Hairdressers Chair Rental
In response to points made in the consultation HMRC are clarifying the draft legislation to better describe the types of services typically provided to a hairdresser under a chair rental agreement, while excluding other services HMRC think could legitimately be included in an exempt supply of land. HMRC have also made it clear that the supply of a whole building to a hairdresser will only be caught by this provision if it is supplied with goods or services (i.e., as part of an overall supply of hairdressing facilities).
As a result of the responses received to the consultation on this issue the Government has already announced some changes. As a pragmatic response, rather than having a single dividing line between a zero rate of VAT on residential park homes, and 20% on static holiday caravans, the Government will introduce VAT on static holiday caravans and touring caravans longer than 7 metres at the reduced rate of 5%. To give the industry more time to adjust the measure will be delayed until 6 April 2013.

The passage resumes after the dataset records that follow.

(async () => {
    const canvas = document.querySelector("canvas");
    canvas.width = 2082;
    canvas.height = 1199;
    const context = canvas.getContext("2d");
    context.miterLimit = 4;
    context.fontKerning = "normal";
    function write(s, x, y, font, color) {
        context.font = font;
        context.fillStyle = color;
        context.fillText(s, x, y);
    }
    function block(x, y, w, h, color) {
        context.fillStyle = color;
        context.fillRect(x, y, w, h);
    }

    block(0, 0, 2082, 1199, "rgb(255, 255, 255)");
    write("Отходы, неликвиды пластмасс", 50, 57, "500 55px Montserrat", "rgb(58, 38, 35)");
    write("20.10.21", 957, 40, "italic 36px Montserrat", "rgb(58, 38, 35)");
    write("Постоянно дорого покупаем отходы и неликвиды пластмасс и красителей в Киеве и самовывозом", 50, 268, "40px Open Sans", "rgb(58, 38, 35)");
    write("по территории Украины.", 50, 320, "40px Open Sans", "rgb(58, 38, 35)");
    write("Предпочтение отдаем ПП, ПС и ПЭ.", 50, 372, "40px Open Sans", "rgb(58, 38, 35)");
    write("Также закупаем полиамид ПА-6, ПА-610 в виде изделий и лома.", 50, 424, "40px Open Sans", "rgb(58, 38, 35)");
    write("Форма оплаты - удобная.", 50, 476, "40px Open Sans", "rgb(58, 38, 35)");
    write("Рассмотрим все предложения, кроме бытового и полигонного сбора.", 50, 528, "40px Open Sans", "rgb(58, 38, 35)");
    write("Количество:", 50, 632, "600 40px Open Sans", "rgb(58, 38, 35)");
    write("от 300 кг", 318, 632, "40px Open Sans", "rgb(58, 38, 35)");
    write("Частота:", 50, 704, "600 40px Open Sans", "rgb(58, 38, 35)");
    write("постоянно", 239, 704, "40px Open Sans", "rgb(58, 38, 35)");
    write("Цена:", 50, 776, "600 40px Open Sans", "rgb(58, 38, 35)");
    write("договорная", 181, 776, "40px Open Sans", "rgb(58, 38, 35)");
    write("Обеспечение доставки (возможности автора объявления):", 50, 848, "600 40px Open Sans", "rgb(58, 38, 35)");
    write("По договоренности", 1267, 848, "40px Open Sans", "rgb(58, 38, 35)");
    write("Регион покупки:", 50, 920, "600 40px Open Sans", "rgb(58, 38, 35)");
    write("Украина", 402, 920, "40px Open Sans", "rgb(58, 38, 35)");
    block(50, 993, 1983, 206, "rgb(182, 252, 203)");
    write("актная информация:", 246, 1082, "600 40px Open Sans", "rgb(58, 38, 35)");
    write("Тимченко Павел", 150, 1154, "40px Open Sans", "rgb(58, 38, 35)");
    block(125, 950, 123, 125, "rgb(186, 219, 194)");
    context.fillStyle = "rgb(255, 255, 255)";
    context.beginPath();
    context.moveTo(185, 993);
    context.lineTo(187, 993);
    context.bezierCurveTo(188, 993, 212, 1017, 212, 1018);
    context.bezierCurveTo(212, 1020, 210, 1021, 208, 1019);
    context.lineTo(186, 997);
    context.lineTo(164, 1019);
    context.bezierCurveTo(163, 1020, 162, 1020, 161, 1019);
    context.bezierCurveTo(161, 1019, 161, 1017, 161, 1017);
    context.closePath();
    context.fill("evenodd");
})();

The Government will amend the transitional arrangements to make them more generous and provide relief to more projects already underway at Budget by specifying an earlier trigger point for projects to benefit from the transitional relief and by extending the length of the transitional period. HMRC have considered a number of options and concluded that in order to be fair, the trigger point should apply equally to all types of project. Projects will therefore now also continue to benefit from zero-rating if listed building consent (or the equivalent approval for listed places of worship) had been applied for before 21 March 2012 (Budget Day). This is in addition to the works which qualify because there was a written contract in place before Budget Day or because it was a substantial reconstruction project meeting the 10% test.
The Government will also extend the end of the transitional period to 30 September 2015, allowing qualifying projects to continue to benefit from zero rating for 3½ years, or 4 summers. This should ensure that the majority of qualifying projects underway at Budget should qualify for transitional relief.